## [WHAT IS EXPECTED]
Where the records below show the word "Sancroft" in a line, please copy that line.

## [Collected data]
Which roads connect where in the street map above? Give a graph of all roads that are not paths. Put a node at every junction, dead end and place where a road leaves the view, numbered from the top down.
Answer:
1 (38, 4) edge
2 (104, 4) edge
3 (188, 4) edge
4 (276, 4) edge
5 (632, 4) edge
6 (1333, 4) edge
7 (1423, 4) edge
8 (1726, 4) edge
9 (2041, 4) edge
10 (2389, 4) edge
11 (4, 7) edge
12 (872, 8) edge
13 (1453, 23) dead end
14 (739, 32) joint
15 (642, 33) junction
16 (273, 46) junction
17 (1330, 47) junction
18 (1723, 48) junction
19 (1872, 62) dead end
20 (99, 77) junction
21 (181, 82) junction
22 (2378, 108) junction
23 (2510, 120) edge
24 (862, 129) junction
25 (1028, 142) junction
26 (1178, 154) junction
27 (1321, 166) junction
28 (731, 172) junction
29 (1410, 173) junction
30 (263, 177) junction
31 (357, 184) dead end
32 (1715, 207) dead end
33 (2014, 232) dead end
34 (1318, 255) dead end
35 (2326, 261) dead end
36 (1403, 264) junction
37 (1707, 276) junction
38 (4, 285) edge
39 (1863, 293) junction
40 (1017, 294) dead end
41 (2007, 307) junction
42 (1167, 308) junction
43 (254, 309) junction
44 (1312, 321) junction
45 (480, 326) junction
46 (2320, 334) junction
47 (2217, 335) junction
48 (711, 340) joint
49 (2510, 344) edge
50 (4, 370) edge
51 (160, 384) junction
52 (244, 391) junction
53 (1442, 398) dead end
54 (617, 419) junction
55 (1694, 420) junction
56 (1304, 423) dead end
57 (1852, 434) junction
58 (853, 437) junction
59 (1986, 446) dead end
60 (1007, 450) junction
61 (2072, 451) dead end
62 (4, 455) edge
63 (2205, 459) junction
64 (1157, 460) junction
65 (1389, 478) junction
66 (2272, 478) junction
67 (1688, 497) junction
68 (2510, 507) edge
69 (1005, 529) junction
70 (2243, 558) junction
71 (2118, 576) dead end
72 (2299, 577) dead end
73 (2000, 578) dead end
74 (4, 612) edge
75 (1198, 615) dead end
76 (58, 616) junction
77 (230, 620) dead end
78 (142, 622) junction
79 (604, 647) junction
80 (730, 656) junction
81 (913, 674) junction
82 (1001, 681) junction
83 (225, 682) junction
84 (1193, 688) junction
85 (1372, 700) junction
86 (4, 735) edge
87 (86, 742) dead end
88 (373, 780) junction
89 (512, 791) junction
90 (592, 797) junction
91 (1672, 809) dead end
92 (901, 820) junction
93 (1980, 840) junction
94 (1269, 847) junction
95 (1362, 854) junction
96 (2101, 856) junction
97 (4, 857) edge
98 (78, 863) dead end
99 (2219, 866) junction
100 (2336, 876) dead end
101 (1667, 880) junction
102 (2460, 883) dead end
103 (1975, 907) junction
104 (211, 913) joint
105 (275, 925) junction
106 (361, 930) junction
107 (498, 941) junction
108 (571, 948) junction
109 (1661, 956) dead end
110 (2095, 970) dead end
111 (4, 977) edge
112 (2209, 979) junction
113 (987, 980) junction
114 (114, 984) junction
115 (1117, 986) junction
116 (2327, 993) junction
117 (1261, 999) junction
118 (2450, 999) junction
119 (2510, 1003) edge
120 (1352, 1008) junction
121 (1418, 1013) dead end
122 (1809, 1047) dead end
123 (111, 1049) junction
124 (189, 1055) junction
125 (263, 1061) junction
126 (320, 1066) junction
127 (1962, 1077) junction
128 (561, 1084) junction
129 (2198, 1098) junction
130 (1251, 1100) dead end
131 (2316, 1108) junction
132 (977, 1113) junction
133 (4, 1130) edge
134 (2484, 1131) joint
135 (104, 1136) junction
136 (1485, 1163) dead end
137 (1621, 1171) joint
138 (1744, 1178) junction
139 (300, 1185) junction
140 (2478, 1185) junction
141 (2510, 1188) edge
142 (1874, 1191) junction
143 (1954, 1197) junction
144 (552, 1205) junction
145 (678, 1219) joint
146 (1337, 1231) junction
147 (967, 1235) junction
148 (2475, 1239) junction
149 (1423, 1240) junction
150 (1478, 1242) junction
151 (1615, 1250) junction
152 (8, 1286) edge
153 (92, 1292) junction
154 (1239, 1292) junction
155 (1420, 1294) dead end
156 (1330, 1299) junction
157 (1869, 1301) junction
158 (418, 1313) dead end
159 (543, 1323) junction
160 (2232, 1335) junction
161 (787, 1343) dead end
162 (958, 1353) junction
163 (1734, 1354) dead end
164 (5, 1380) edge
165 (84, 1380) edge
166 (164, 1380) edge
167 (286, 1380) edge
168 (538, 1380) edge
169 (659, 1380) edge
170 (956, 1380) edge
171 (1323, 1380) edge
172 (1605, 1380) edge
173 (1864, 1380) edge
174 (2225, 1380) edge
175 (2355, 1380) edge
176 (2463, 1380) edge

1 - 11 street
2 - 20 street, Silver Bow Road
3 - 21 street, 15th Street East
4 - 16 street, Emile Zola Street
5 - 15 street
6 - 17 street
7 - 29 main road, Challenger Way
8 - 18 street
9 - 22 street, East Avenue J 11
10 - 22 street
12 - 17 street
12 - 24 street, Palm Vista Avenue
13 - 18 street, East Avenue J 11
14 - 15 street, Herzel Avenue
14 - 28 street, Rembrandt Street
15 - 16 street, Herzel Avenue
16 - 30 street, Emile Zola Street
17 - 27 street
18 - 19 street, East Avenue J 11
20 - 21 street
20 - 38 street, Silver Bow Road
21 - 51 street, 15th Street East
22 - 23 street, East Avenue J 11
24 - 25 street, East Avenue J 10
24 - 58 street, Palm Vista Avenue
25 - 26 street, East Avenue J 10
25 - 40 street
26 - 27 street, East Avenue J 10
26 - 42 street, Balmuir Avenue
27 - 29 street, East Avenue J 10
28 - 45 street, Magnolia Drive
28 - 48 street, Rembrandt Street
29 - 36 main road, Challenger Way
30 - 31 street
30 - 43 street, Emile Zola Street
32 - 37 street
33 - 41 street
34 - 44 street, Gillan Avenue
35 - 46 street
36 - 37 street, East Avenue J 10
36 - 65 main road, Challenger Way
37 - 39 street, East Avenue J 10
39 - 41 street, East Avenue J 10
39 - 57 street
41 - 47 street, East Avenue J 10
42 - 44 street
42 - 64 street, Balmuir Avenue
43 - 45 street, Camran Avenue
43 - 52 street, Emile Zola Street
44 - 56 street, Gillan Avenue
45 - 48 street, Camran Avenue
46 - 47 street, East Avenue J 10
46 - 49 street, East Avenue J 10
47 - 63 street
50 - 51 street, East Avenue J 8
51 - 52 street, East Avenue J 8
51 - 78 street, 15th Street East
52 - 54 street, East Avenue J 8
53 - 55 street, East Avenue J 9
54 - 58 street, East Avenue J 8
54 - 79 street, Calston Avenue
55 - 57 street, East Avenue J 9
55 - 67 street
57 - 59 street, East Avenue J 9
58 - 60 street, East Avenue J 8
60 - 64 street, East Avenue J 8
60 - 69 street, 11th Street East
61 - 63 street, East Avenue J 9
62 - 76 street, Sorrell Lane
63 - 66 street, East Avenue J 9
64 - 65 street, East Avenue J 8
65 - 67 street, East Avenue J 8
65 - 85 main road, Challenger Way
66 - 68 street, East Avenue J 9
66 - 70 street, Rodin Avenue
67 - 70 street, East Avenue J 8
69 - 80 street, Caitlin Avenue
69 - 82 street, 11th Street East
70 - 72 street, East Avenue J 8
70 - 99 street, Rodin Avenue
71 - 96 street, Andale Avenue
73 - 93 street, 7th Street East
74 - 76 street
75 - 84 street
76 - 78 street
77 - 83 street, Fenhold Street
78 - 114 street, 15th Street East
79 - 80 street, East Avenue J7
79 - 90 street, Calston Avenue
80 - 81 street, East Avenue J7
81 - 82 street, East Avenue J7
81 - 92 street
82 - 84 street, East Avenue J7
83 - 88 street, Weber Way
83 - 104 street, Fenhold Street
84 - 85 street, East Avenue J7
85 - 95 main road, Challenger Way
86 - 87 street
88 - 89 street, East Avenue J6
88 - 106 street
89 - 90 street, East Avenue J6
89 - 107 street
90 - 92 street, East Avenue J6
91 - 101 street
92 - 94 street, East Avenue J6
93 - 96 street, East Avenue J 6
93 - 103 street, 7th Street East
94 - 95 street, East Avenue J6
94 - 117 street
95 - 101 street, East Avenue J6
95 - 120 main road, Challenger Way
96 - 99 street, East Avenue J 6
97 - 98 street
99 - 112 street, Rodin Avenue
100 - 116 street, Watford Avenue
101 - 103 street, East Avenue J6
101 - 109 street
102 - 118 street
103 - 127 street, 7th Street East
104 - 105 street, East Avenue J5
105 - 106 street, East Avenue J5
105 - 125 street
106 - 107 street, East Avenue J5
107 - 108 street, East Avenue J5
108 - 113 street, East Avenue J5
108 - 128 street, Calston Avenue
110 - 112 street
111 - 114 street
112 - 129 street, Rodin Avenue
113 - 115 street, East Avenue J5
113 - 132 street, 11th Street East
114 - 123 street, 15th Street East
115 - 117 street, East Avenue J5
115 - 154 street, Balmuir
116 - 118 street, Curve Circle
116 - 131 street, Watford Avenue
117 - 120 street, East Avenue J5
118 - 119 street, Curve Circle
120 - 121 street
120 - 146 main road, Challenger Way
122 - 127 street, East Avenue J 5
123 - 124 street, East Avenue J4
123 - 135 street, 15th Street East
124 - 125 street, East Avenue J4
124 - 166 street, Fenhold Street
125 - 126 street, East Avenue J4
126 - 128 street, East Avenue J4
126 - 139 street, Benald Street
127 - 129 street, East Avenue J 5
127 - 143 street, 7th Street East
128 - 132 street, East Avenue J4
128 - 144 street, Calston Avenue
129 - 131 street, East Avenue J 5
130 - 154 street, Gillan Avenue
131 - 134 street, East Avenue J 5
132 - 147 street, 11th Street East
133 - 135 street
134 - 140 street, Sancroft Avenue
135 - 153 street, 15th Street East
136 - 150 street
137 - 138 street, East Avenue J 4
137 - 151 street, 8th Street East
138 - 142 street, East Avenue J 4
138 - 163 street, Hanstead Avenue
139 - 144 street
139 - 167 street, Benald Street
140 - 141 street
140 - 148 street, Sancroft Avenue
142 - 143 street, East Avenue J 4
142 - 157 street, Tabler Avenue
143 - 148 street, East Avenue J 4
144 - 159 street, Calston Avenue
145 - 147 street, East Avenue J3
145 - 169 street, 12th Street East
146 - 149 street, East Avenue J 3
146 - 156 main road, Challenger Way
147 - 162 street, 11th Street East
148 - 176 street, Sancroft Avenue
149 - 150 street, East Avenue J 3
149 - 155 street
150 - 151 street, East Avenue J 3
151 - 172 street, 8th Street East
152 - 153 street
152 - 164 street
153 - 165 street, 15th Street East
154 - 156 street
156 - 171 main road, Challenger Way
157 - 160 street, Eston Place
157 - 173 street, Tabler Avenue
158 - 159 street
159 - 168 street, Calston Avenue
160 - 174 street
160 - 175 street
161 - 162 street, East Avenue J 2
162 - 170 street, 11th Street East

## [SOLUTION TO THE PROBLEM]
134 - 140 street, Sancroft Avenue
140 - 148 street, Sancroft Avenue
148 - 176 street, Sancroft Avenue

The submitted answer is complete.